PG: You made the best of it.
CH: I am a glass-half-full person because my glass has been half empty so much. It’s the only way I can function. I mean, did we not live through a dystopia and see that we were the heroines of our own stories?
PG: We’re still living in a dystopia!
CH: True!
PG: It feels so long ago, but when I first met you in grad school, you had a book of poetry out. Now, you’ve written Weird Girls, which is a mixed genre book, and are at work on another project. How was your writing evolved and why do you think you’ve gravitated to this hybrid form you’ve been working in?
CH: My brain will always think in poetry. But I read everything and I read a lot. My favorite books are like Claudia Rankine’s Citizen. Like the stuff coming out of Graywolf. My favorite genre of all is the lyric essay. Once your body is blown open [in childbirth], you see things differently.
PG: It’s been this way in horror films, talking about motherhood in this primal, bloody, and violent way. You touch on that in your book.
CH: Horror movies are always ahead of the curve. And stand-up comedy. If you want to see any aesthetic trend emerge, go see horror movies, go to comedy shows. In grad school school, the same professor who taught composition and pedagogy also taught the horror film class, Moshe Gold. We would talk about the aesthetics of writing and then monsters. It just fit so well together.

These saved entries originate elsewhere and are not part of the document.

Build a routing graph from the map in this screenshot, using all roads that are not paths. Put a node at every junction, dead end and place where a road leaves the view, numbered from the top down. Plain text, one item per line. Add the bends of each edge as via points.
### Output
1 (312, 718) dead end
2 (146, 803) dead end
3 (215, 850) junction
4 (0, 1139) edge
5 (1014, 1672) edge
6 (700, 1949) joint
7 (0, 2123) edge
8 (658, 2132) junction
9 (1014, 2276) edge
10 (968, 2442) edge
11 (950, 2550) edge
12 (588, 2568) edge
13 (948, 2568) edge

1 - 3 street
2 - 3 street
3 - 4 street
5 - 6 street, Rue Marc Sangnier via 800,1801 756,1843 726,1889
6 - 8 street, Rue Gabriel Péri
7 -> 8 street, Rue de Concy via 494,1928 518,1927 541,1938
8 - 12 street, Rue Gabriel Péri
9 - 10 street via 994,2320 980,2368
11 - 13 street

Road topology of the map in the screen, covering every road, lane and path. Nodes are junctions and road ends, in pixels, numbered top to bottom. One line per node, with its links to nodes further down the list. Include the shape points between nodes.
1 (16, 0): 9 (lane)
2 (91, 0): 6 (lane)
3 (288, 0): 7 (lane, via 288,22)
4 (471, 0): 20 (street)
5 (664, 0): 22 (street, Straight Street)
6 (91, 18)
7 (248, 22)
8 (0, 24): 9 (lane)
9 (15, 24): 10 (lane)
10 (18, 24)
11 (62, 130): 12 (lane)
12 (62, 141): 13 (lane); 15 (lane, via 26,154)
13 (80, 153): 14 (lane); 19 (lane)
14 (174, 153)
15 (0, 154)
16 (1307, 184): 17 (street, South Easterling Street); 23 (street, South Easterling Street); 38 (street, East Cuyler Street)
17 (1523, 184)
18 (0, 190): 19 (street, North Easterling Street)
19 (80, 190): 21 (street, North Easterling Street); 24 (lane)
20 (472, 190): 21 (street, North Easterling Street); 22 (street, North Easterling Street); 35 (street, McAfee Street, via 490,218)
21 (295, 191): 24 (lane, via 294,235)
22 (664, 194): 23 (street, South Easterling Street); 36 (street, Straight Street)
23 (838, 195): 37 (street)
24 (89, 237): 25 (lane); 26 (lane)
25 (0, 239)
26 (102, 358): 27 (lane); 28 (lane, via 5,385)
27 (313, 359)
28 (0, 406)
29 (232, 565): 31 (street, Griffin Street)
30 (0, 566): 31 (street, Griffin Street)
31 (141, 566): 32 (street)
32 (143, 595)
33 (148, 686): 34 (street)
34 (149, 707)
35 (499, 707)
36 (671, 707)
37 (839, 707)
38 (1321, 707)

PG: I took the monster course, too! One of my favorite classes and teachers ever.
CH: They [monsters and writing] really merged in my mind. I think of creativity and writing being so much about monsters. Moshe was fantastic. He had a huge impact on me.
PG: How did becoming a mom affect your approach to writing and genre?
CH: There’s this idea that there’s a fragmented kind of writing associated with motherhood. You’re always getting interrupted. You write on grocery lists, on the way to birthday parties. By the way, there are lots of cool dads who probably understand me more than some moms. I think stay-at-home dads are so sexy.
PG: What is hybridization but interrogating boundaries and destroying them? Like, you write a lot about the boundaries between motherhood and teaching and writing.
CH: I showed up to class one day in a fancy black shirt, and there was some kind of child-related goop on my back. I had to stop trying to control how I appeared to people.
PG: When you have a kid, you’re always apologizing. How does the art monster liberate you?
CH: The art monster is the sense of creativity and getting rid of all the notions of being a woman. These feelings have been inside, that whole sense of people pleasing and caring for everyone… I felt like if I didn’t give my art monster life, I was going to disappear. I was going to lose my mind. I fight for my writing. I will be so tired and drink espresso at midnight because I need to get writing done. I will run myself into the ground.
PG: Monsters are not always about badness.
CH: They’re about hybridity.
PG: I mean, you named your son after the kid from Where the Wild Things Are! I love that. Kids love monsters. My son is obsessed with Bigfoot.
CH: Even though I’m teaching my kids how to be in the world, I want them to hold onto their wildness. I’m trying to find this space, especially with my daughter. How can she stay wild while navigating a world not made for her? I can say to my husband, please take my kids to the playground because I am writing, and that matters! And that is what can feel monstrous—it can feel monstrous to just say, Can you make dinner tonight, I’m writing.
PG: Speaking of dinner, if you could share a meal with three writers, who would they be?
CH: One of them would be Claudia Rankine, then Virginia Woolf, and Audre Lorde. Virginia Woolf is on my wall, she means a lot to me. Her diaries and all of her books. She’s such an art monster. And Audre Lorde, her poetry and essays—she moves between genres and her activism and vision of a more inclusive and creative world. I love the way she shows things to me in new ways.